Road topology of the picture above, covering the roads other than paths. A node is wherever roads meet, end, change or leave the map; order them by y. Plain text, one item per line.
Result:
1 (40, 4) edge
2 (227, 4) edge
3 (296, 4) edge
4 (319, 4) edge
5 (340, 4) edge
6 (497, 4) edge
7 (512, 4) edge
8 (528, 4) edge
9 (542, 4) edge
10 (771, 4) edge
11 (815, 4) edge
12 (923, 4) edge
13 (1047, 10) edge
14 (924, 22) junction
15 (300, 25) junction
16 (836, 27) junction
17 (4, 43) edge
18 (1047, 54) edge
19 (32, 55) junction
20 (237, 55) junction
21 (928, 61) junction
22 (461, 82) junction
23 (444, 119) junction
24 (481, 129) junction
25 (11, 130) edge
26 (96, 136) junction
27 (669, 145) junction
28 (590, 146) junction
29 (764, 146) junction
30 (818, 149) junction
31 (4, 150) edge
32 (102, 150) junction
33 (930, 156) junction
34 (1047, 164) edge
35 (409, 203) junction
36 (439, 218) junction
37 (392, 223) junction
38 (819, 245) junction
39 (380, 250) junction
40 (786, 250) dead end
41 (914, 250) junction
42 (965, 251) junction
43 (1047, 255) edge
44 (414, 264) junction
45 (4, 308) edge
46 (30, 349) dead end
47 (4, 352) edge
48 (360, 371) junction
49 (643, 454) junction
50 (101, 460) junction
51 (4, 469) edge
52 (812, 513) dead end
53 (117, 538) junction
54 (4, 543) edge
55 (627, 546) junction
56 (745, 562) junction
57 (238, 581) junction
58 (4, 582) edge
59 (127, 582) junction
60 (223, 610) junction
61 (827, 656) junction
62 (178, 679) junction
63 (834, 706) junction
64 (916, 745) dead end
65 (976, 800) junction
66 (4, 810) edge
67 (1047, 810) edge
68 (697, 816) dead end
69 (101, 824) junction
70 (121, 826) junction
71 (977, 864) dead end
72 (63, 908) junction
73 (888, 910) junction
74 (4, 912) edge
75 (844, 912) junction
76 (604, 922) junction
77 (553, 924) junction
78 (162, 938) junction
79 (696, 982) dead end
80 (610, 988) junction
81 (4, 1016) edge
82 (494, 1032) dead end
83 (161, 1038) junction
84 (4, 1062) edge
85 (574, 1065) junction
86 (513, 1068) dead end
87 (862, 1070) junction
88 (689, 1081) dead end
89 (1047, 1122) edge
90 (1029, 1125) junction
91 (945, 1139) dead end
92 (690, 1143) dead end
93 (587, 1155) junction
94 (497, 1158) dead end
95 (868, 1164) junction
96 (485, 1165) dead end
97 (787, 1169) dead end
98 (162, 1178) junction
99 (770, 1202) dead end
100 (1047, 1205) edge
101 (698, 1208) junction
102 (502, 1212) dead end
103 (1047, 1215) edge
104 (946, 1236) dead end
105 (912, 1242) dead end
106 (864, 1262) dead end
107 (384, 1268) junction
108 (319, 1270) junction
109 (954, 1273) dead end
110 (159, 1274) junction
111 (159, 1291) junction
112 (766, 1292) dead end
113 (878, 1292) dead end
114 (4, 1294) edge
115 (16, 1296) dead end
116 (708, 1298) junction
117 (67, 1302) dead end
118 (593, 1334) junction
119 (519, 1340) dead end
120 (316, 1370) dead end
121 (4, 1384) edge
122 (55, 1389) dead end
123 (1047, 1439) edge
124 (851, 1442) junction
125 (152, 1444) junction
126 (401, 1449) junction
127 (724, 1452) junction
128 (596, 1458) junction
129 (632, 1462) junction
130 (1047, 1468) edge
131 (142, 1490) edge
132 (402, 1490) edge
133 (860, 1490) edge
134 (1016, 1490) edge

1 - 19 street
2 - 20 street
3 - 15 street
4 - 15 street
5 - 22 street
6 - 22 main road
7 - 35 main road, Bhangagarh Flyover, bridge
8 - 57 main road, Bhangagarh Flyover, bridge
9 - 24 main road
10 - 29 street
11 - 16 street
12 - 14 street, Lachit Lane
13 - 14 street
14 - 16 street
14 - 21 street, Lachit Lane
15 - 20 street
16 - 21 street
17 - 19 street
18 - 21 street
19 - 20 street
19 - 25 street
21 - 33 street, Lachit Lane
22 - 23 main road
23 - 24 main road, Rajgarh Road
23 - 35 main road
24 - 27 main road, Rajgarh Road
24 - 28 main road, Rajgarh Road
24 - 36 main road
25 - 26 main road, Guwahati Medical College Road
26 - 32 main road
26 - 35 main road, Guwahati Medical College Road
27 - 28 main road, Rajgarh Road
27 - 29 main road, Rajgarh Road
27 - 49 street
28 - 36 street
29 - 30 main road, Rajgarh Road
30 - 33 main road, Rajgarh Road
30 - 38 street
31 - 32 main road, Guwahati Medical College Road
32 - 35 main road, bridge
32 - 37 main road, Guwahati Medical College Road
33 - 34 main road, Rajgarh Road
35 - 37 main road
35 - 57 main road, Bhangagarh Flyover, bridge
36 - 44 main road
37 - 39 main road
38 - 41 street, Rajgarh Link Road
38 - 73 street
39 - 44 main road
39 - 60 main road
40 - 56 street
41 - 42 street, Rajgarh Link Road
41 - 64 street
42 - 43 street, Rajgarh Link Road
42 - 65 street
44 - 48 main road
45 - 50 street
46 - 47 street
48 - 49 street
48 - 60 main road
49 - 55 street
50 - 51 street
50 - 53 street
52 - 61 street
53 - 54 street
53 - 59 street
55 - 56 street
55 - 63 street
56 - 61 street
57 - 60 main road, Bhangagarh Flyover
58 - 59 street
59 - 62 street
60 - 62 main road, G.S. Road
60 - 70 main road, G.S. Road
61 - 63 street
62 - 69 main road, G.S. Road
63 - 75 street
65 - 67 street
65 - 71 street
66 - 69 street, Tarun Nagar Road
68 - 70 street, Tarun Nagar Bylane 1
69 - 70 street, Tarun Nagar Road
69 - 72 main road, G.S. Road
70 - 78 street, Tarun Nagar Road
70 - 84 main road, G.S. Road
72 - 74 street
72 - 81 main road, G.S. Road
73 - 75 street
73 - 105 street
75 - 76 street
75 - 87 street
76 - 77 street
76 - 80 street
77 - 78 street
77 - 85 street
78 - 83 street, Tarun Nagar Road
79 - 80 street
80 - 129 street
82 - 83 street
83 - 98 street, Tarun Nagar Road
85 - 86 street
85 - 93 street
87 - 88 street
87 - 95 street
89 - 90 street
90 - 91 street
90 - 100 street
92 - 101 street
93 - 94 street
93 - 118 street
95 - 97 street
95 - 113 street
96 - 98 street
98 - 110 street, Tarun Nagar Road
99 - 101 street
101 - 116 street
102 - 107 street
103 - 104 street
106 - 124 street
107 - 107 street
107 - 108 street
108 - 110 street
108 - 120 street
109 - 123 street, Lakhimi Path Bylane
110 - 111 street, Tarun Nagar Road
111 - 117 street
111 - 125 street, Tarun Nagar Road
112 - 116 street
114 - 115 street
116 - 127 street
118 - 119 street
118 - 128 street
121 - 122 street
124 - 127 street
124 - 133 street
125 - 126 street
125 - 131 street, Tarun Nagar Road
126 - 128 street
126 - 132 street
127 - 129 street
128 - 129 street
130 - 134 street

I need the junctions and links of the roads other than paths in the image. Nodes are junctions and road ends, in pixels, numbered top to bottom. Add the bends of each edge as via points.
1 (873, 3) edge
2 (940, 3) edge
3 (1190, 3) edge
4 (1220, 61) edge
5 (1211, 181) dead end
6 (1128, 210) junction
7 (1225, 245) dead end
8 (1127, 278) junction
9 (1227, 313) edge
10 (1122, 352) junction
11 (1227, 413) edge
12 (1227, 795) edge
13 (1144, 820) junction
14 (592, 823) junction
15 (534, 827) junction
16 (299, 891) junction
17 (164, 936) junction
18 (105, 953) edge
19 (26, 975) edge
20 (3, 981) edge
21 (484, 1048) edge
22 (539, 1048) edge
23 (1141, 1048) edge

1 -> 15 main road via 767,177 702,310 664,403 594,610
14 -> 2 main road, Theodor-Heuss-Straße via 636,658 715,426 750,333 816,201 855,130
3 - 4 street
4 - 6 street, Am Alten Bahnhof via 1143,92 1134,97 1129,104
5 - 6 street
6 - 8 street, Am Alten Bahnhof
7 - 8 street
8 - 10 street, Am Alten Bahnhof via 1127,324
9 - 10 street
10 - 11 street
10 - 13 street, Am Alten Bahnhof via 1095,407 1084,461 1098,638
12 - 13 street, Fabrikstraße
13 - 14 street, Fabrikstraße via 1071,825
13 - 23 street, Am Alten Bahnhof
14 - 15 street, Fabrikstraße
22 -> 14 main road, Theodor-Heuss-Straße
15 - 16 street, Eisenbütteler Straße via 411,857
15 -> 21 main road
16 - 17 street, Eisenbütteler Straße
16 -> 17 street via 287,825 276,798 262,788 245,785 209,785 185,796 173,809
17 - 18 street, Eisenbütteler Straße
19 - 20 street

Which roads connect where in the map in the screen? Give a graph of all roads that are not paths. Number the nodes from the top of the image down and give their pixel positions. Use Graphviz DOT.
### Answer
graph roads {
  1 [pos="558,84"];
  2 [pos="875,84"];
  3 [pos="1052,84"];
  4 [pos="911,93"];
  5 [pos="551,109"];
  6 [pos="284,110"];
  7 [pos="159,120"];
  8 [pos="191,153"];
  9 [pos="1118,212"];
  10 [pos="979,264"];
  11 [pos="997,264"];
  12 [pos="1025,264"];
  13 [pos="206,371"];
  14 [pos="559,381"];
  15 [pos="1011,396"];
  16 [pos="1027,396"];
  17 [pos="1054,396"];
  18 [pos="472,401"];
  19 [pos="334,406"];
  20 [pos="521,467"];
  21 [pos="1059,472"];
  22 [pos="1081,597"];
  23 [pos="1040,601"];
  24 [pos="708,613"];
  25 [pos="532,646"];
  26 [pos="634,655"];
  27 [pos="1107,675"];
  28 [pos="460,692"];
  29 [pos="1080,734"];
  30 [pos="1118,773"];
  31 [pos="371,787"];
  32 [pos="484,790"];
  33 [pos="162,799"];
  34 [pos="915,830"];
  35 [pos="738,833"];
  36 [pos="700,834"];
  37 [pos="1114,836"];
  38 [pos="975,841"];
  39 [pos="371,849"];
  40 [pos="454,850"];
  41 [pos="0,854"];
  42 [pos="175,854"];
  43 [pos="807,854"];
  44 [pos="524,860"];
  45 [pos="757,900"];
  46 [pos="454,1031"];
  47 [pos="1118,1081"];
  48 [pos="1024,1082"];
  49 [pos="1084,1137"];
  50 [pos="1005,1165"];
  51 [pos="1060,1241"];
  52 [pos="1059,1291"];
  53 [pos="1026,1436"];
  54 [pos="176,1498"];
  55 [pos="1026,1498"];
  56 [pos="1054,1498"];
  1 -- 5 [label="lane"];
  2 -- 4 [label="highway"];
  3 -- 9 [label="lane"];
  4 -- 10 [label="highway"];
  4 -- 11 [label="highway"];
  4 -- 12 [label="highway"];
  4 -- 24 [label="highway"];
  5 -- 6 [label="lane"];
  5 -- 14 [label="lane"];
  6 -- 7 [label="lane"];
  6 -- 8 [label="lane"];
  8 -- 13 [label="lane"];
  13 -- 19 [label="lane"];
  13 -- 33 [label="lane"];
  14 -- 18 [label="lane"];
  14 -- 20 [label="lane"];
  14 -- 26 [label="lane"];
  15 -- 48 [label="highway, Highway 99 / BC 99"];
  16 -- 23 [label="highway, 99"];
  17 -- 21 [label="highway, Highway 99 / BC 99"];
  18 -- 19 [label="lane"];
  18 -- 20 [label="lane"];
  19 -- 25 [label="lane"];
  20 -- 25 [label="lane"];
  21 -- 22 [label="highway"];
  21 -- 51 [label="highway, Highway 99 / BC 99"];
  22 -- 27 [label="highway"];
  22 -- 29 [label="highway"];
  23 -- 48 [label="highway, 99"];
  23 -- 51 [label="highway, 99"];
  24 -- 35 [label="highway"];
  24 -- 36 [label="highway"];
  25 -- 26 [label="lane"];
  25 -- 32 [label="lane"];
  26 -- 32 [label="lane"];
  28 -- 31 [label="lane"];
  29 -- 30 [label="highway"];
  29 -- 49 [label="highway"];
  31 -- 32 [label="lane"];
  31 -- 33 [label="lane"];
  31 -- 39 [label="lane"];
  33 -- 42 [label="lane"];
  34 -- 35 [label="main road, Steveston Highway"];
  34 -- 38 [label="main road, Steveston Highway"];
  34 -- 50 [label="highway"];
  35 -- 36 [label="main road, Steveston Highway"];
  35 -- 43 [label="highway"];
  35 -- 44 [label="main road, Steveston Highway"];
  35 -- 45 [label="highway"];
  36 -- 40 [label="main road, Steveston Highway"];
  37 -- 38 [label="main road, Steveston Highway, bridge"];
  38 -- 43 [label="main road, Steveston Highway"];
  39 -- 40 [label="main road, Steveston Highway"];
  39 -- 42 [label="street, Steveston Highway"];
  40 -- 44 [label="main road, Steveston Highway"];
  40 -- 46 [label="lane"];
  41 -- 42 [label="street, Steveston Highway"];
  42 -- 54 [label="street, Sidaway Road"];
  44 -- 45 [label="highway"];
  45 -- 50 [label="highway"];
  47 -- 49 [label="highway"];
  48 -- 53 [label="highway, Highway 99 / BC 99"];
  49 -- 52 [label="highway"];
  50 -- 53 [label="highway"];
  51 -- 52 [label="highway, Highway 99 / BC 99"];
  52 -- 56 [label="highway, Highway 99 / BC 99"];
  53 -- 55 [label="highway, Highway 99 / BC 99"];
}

★ ★ ★

§ **About this task**:
Filter the listing for the word "Tarun" and copy each line that has it.

§ **Output for this task**:
66 - 69 street, Tarun Nagar Road
68 - 70 street, Tarun Nagar Bylane 1
69 - 70 street, Tarun Nagar Road
70 - 78 street, Tarun Nagar Road
78 - 83 street, Tarun Nagar Road
83 - 98 street, Tarun Nagar Road
98 - 110 street, Tarun Nagar Road
110 - 111 street, Tarun Nagar Road
111 - 125 street, Tarun Nagar Road
125 - 131 street, Tarun Nagar Road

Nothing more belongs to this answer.